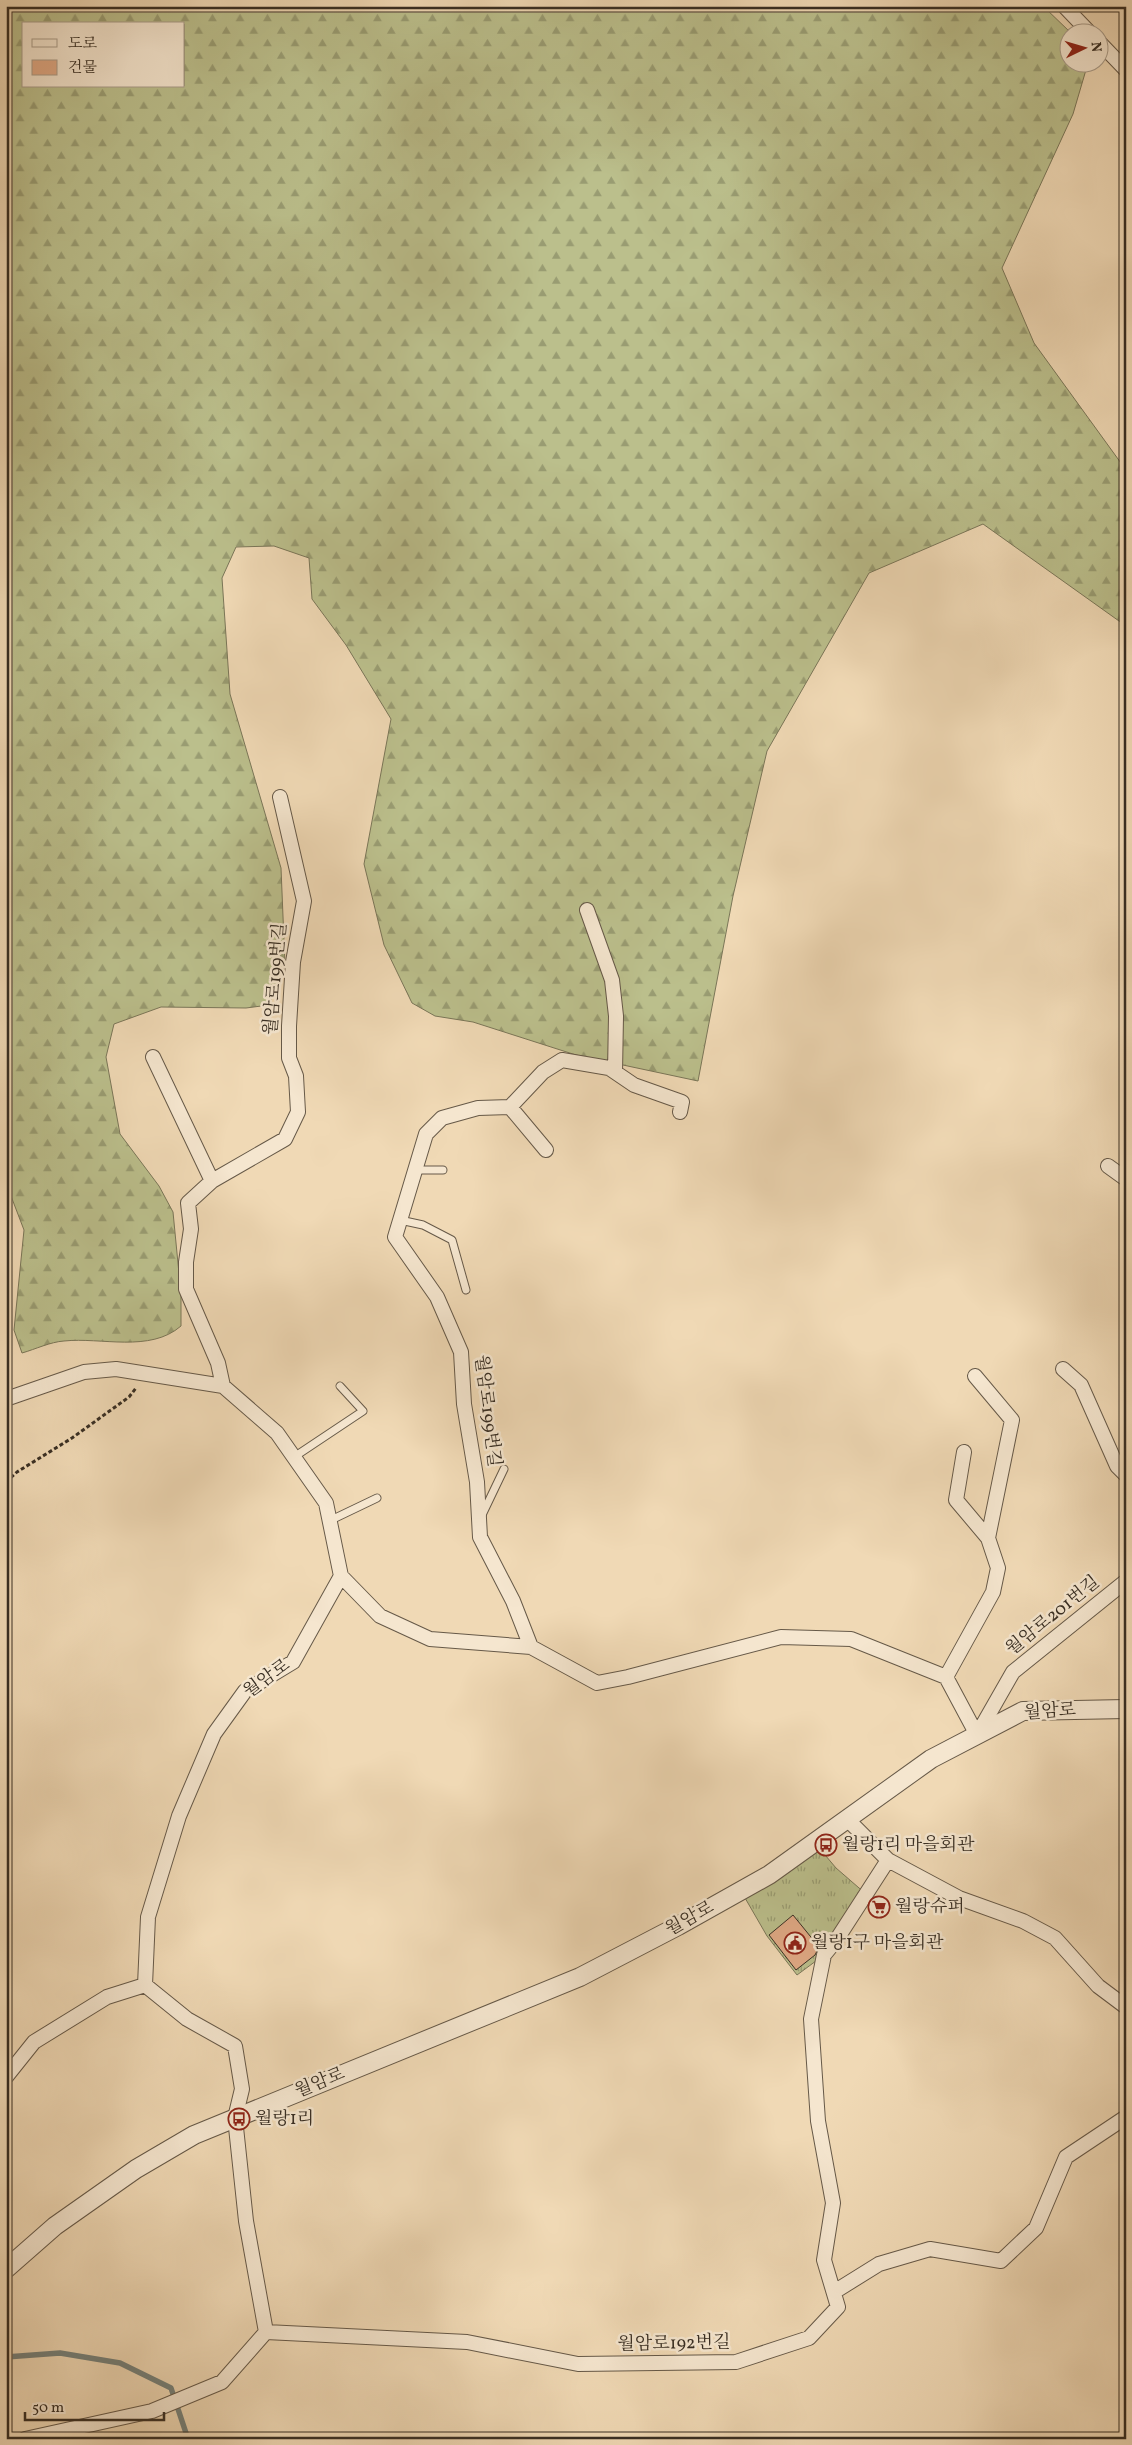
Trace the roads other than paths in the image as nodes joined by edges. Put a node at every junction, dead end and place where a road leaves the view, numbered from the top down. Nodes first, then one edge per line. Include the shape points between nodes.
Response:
1 (1064, 6) edge
2 (1079, 22) edge
3 (1110, 53) edge
4 (1126, 70) edge
5 (280, 797) dead end
6 (587, 910) dead end
7 (152, 1057) dead end
8 (615, 1072) junction
9 (510, 1107) junction
10 (680, 1112) dead end
11 (546, 1150) dead end
12 (1108, 1166) dead end
13 (415, 1170) junction
14 (443, 1170) dead end
15 (1126, 1179) edge
16 (212, 1181) junction
17 (400, 1220) junction
18 (466, 1290) dead end
19 (1063, 1369) dead end
20 (975, 1376) dead end
21 (223, 1386) junction
22 (340, 1386) dead end
23 (6, 1399) edge
24 (964, 1452) dead end
25 (294, 1457) junction
26 (504, 1470) dead end
27 (1126, 1475) edge
28 (377, 1498) dead end
29 (330, 1521) junction
30 (479, 1522) junction
31 (988, 1538) junction
32 (341, 1576) junction
33 (1126, 1581) edge
34 (531, 1647) junction
35 (946, 1677) junction
36 (1126, 1709) edge
37 (977, 1734) junction
38 (847, 1819) junction
39 (888, 1860) junction
40 (146, 1985) junction
41 (1126, 2007) edge
42 (6, 2077) edge
43 (1126, 2117) edge
44 (235, 2118) junction
45 (10, 2260) edge
46 (834, 2292) junction
47 (266, 2332) junction
48 (25, 2439) edge

1 - 2 street
3 - 4 street
5 - 16 street, 월암로199번길 via 304,901 294,962 289,1026 289,1058 296,1076 298,1112 285,1140
6 - 8 street via 612,980 616,1016
7 - 16 street
8 - 9 street via 609,1068 562,1060 543,1072
8 - 10 street via 634,1085 682,1102
9 - 11 street
9 - 13 street, 월암로199번길 via 478,1108 442,1118 426,1134
12 - 15 street
13 - 14 lane
13 - 17 street, 월암로199번길
16 - 21 street, 월암로199번길 via 188,1203 191,1229 186,1289 218,1363
17 - 18 lane via 423,1225 452,1240
17 - 30 street, 월암로199번길 via 395,1237 437,1297 461,1352
19 - 27 street via 1081,1385 1117,1466
20 - 31 street via 1012,1420
21 - 23 street via 116,1369 84,1372
21 - 25 street via 277,1434
22 - 25 lane via 363,1411
24 - 31 street via 956,1500
25 - 29 street via 326,1502
26 - 30 lane
28 - 29 lane
29 - 32 street
30 - 34 street, 월암로199번길 via 480,1538 513,1601
31 - 35 street via 998,1568 993,1592
32 - 34 street via 380,1616 430,1639
32 - 40 street, 월암로 via 293,1662 245,1691 214,1734 179,1816 148,1917
33 - 37 street, 월암로201번길 via 1013,1672
34 - 35 street via 597,1683 782,1637 851,1639
35 - 37 street
36 - 37 street, 월암로 via 1023,1711
37 - 38 street, 월암로 via 931,1759
38 - 39 street
38 - 44 street, 월암로 via 769,1875 580,1977
39 - 41 street via 959,1898 1022,1921 1055,1938 1098,1986
39 - 46 street, 월암로192번길 via 824,1955 811,2019 818,2121 833,2203 824,2260
40 - 42 street via 107,1997 34,2042
40 - 44 street via 187,2019 235,2046 242,2089
43 - 46 street via 1066,2157 1036,2228 1001,2261 930,2249 879,2264
44 - 45 street, 월암로 via 194,2135 136,2169
44 - 47 street via 246,2221
46 - 47 street, 월암로192번길 via 838,2307 809,2338 736,2362 578,2364 467,2342
47 - 48 street via 222,2382 152,2411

________________

PROMPT: Look through the records and copy every line that has the word "lane".

ANSWER SECTION:
13 - 14 lane
17 - 18 lane via 423,1225 452,1240
22 - 25 lane via 363,1411
26 - 30 lane
28 - 29 lane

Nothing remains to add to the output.